PROMPT
The material is to be repeated exactly, from first line to last.

EXERCISE INPUTS

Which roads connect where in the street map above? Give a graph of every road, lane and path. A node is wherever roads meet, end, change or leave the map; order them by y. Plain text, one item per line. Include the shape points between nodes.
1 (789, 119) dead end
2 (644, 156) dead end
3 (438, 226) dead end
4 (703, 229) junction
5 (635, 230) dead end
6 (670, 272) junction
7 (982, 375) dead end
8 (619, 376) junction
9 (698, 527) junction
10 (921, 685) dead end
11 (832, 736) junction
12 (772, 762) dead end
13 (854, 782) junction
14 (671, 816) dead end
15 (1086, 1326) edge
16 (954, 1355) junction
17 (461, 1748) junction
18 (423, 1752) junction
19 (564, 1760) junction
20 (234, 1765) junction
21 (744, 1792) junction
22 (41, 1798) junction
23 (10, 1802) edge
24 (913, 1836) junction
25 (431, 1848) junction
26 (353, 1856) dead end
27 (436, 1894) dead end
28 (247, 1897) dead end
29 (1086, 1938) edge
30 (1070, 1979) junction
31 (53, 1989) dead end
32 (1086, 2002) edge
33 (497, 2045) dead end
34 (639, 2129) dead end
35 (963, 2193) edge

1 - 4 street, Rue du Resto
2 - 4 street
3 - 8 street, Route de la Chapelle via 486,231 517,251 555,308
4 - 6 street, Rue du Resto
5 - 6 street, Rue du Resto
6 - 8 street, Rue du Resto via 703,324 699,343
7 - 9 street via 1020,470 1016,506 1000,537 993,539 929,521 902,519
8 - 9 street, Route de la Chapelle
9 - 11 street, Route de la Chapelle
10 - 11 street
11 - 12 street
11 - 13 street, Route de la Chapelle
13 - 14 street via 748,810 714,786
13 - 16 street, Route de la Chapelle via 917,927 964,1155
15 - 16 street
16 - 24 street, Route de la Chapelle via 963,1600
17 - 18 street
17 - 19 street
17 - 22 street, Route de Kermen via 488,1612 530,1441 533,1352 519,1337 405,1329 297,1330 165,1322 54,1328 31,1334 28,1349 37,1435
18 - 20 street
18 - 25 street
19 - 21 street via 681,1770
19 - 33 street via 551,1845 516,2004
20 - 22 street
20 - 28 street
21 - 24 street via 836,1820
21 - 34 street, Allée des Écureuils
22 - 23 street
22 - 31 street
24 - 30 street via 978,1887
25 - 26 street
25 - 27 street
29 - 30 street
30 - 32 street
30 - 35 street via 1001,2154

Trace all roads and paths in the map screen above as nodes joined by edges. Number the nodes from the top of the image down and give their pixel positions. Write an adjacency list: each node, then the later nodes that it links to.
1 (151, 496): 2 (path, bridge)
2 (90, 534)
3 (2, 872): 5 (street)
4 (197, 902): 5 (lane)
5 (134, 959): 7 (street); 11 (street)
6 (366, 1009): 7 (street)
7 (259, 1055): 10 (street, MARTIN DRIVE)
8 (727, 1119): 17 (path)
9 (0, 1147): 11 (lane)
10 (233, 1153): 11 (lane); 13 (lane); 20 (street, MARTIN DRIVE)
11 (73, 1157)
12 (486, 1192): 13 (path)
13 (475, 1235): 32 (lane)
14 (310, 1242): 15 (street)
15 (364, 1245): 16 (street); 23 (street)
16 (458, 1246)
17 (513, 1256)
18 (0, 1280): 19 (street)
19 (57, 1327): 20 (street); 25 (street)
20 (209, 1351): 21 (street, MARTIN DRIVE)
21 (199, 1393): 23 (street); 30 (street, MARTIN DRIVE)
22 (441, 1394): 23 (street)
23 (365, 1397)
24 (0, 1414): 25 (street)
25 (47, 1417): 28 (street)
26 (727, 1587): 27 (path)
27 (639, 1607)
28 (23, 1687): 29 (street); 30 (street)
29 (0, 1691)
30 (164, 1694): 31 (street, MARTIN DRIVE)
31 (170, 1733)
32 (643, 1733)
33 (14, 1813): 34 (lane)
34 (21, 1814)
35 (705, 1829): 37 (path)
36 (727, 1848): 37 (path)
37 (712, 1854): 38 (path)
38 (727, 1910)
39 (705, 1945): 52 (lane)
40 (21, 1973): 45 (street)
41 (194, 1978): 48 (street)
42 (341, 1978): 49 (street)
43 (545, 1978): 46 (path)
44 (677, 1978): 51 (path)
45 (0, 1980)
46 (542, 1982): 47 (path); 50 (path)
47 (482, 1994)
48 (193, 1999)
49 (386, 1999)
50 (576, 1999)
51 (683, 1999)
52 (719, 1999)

YOUR SOLUTION
Which roads connect where in the street map above? Give a graph of every road, lane and path. A node is wherever roads meet, end, change or leave the map; order them by y. Plain text, one item per line. Include the shape points between nodes.
1 (789, 119) dead end
2 (644, 156) dead end
3 (438, 226) dead end
4 (703, 229) junction
5 (635, 230) dead end
6 (670, 272) junction
7 (982, 375) dead end
8 (619, 376) junction
9 (698, 527) junction
10 (921, 685) dead end
11 (832, 736) junction
12 (772, 762) dead end
13 (854, 782) junction
14 (671, 816) dead end
15 (1086, 1326) edge
16 (954, 1355) junction
17 (461, 1748) junction
18 (423, 1752) junction
19 (564, 1760) junction
20 (234, 1765) junction
21 (744, 1792) junction
22 (41, 1798) junction
23 (10, 1802) edge
24 (913, 1836) junction
25 (431, 1848) junction
26 (353, 1856) dead end
27 (436, 1894) dead end
28 (247, 1897) dead end
29 (1086, 1938) edge
30 (1070, 1979) junction
31 (53, 1989) dead end
32 (1086, 2002) edge
33 (497, 2045) dead end
34 (639, 2129) dead end
35 (963, 2193) edge

1 - 4 street, Rue du Resto
2 - 4 street
3 - 8 street, Route de la Chapelle via 486,231 517,251 555,308
4 - 6 street, Rue du Resto
5 - 6 street, Rue du Resto
6 - 8 street, Rue du Resto via 703,324 699,343
7 - 9 street via 1020,470 1016,506 1000,537 993,539 929,521 902,519
8 - 9 street, Route de la Chapelle
9 - 11 street, Route de la Chapelle
10 - 11 street
11 - 12 street
11 - 13 street, Route de la Chapelle
13 - 14 street via 748,810 714,786
13 - 16 street, Route de la Chapelle via 917,927 964,1155
15 - 16 street
16 - 24 street, Route de la Chapelle via 963,1600
17 - 18 street
17 - 19 street
17 - 22 street, Route de Kermen via 488,1612 530,1441 533,1352 519,1337 405,1329 297,1330 165,1322 54,1328 31,1334 28,1349 37,1435
18 - 20 street
18 - 25 street
19 - 21 street via 681,1770
19 - 33 street via 551,1845 516,2004
20 - 22 street
20 - 28 street
21 - 24 street via 836,1820
21 - 34 street, Allée des Écureuils
22 - 23 street
22 - 31 street
24 - 30 street via 978,1887
25 - 26 street
25 - 27 street
29 - 30 street
30 - 32 street
30 - 35 street via 1001,2154

Trace all roads and paths in the map screen above as nodes joined by edges. Number the nodes from the top of the image down and give their pixel positions. Write an adjacency list: each node, then the later nodes that it links to.
1 (151, 496): 2 (path, bridge)
2 (90, 534)
3 (2, 872): 5 (street)
4 (197, 902): 5 (lane)
5 (134, 959): 7 (street); 11 (street)
6 (366, 1009): 7 (street)
7 (259, 1055): 10 (street, MARTIN DRIVE)
8 (727, 1119): 17 (path)
9 (0, 1147): 11 (lane)
10 (233, 1153): 11 (lane); 13 (lane); 20 (street, MARTIN DRIVE)
11 (73, 1157)
12 (486, 1192): 13 (path)
13 (475, 1235): 32 (lane)
14 (310, 1242): 15 (street)
15 (364, 1245): 16 (street); 23 (street)
16 (458, 1246)
17 (513, 1256)
18 (0, 1280): 19 (street)
19 (57, 1327): 20 (street); 25 (street)
20 (209, 1351): 21 (street, MARTIN DRIVE)
21 (199, 1393): 23 (street); 30 (street, MARTIN DRIVE)
22 (441, 1394): 23 (street)
23 (365, 1397)
24 (0, 1414): 25 (street)
25 (47, 1417): 28 (street)
26 (727, 1587): 27 (path)
27 (639, 1607)
28 (23, 1687): 29 (street); 30 (street)
29 (0, 1691)
30 (164, 1694): 31 (street, MARTIN DRIVE)
31 (170, 1733)
32 (643, 1733)
33 (14, 1813): 34 (lane)
34 (21, 1814)
35 (705, 1829): 37 (path)
36 (727, 1848): 37 (path)
37 (712, 1854): 38 (path)
38 (727, 1910)
39 (705, 1945): 52 (lane)
40 (21, 1973): 45 (street)
41 (194, 1978): 48 (street)
42 (341, 1978): 49 (street)
43 (545, 1978): 46 (path)
44 (677, 1978): 51 (path)
45 (0, 1980)
46 (542, 1982): 47 (path); 50 (path)
47 (482, 1994)
48 (193, 1999)
49 (386, 1999)
50 (576, 1999)
51 (683, 1999)
52 (719, 1999)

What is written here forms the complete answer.